Born in the brothels of Argentina and Uruguay, the tango is about sex. “The closest thing you’ll find to a vertical expression of a horizontal desire,” wrote essayist Angela Rippon of the dance, notorious for its erotic rhythms, close embraces and intertwining of legs.

But the tango also is about sorrow and loneliness. “A sad thought which can be danced” is how Argentinean singer Enrique Santos Discepelo described his country’s style of tango — a social dance that differs from the haughty posturing of ballroom-style tango, says Alan McPherron, a Pitt professor emeritus of anthropology who took up tango dancing five years ago at age 68.

Together with Pittsburgh Argentine Tango Society president Trinidad “Trini” Regaspi (it takes two, after all), McPherron will teach an “Argentine Tango for Beginners” course this winter through Pitt’s Center for Lifetime Learning.

Regaspi, 38, and McPherron also work with the Panther Tango Club, a Pitt student organization they helped to launch last January. And McPherron is advising theatre arts professor W. Stephen Coleman on Argentine tango steps, music and lore for an upcoming Pitt production of “Much Ado About Nothing.” Coleman, the production’s director, is transplanting Shakespeare’s comedy to 1930s Sicily, with tango as the leitmotif underscoring and commenting upon the characters’ relationships. See accompanying story.

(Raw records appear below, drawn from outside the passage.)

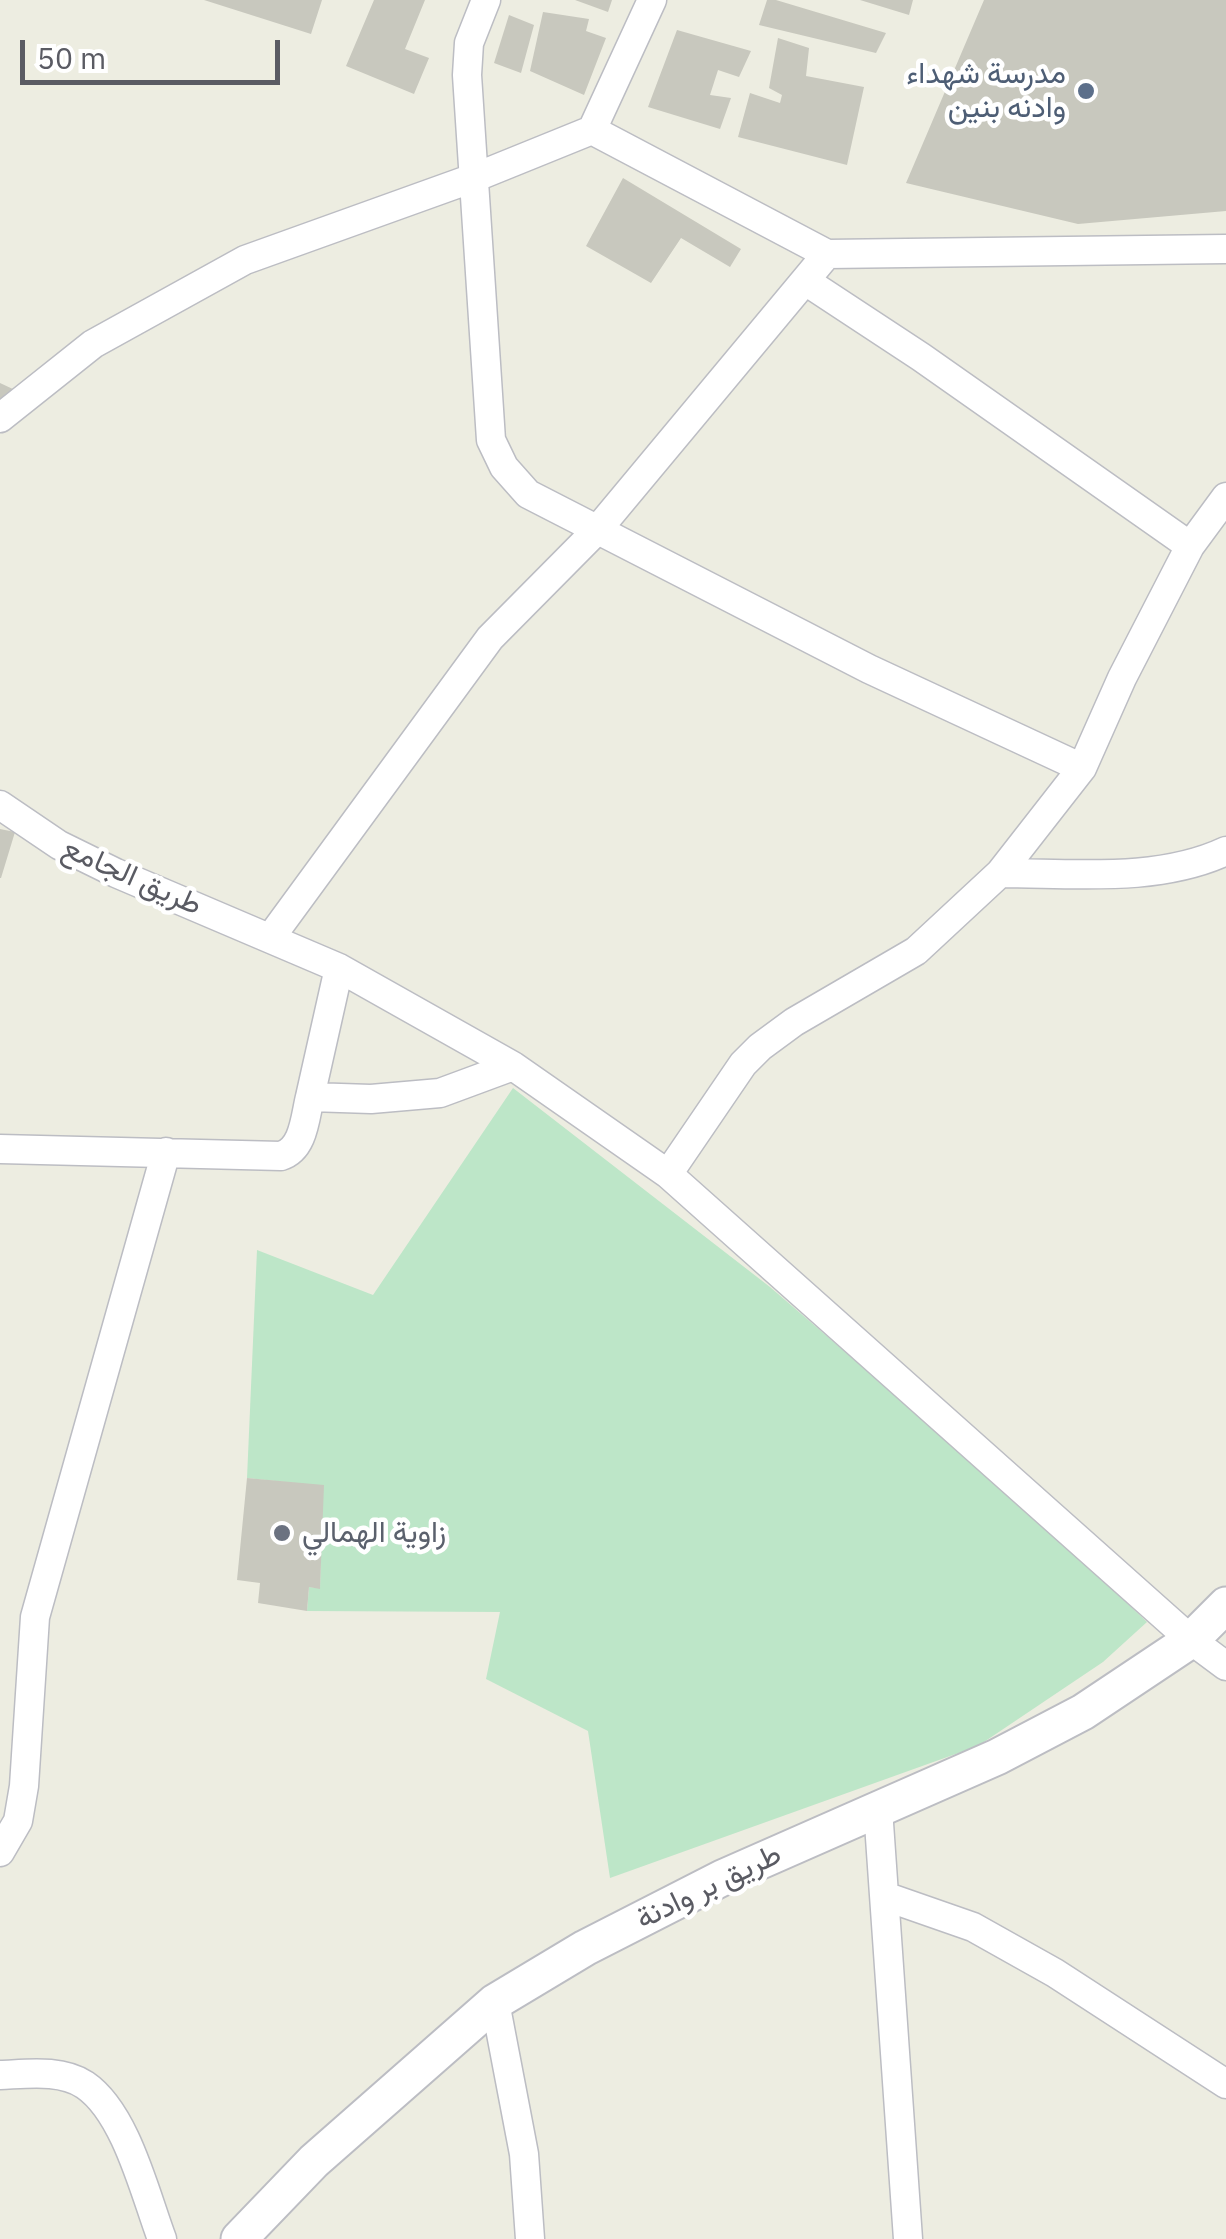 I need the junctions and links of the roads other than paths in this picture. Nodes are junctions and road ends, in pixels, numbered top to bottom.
1 (486, 0) edge
2 (652, 0) edge
3 (592, 130) junction
4 (476, 176) junction
5 (1226, 250) edge
6 (828, 254) junction
7 (806, 282) junction
8 (0, 418) edge
9 (1226, 497) edge
10 (598, 529) junction
11 (1190, 546) junction
12 (1082, 768) junction
13 (0, 805) edge
14 (1226, 851) edge
15 (1000, 873) junction
16 (271, 937) junction
17 (339, 968) junction
18 (513, 1066) junction
19 (310, 1097) junction
20 (0, 1149) edge
21 (166, 1152) junction
22 (668, 1174) junction
23 (1226, 1606) edge
24 (1191, 1640) junction
25 (1226, 1666) edge
26 (878, 1809) junction
27 (0, 1852) edge
28 (886, 1898) junction
29 (495, 2002) junction
30 (0, 2075) edge
31 (1226, 2084) edge
32 (162, 2239) edge
33 (239, 2239) edge
34 (530, 2239) edge
35 (908, 2239) edge

1 - 4 street
2 - 3 street
3 - 4 street
3 - 6 street
4 - 8 street
4 - 10 street
5 - 6 street
6 - 7 street
7 - 10 street
7 - 11 street
9 - 11 street
10 - 12 street
10 - 16 street
11 - 12 street
12 - 15 street
13 - 16 street, طريق الجامع
14 - 15 street
15 - 22 street
16 - 17 street, طريق الجامع
17 - 18 street, طريق الجامع
17 - 19 street
18 - 19 street
18 - 22 street, طريق الجامع
19 - 21 street
20 - 21 street
21 - 27 street
22 - 24 street, طريق الجامع
23 - 24 street, طريق بر وادنة
24 - 25 street, طريق الجامع
24 - 26 street, طريق بر وادنة
26 - 28 street
26 - 29 street, طريق بر وادنة
28 - 31 street
28 - 35 street
29 - 33 street, طريق بر وادنة
29 - 34 street
30 - 32 street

McPherron says that curiosity inspired him and a woman he was seeing at the time to enroll in a tango course. “At my age, I have a lot of trouble learning new things, changing one’s body movements and so forth. But still, I stuck with it,” he muses. “Besides the dance itself, I’m very fond of the music and the whole culture that accompanies Argentine tango.”

Like T’ai Chi, an exercise form that emphasizes balance, flexibility and peace of mind, Argentine tango dancing can be enjoyed by people of all ages, notes McPherron. “In Argentina, quite elderly people who have danced all their lives have been known to die after dancing one last tango.”

Ironically, the dance that has come to epitomize high-society elegance originated in the slums of Buenos Aires and Montevideo. Thousands of immigrants, most of them from Europe, crowded into those port cities during the late 19th century to work on the docks and in stinking meat-packing houses. Poverty and hope of a better life in the Americas had driven the men to leave behind their homes, children, wives, lovers.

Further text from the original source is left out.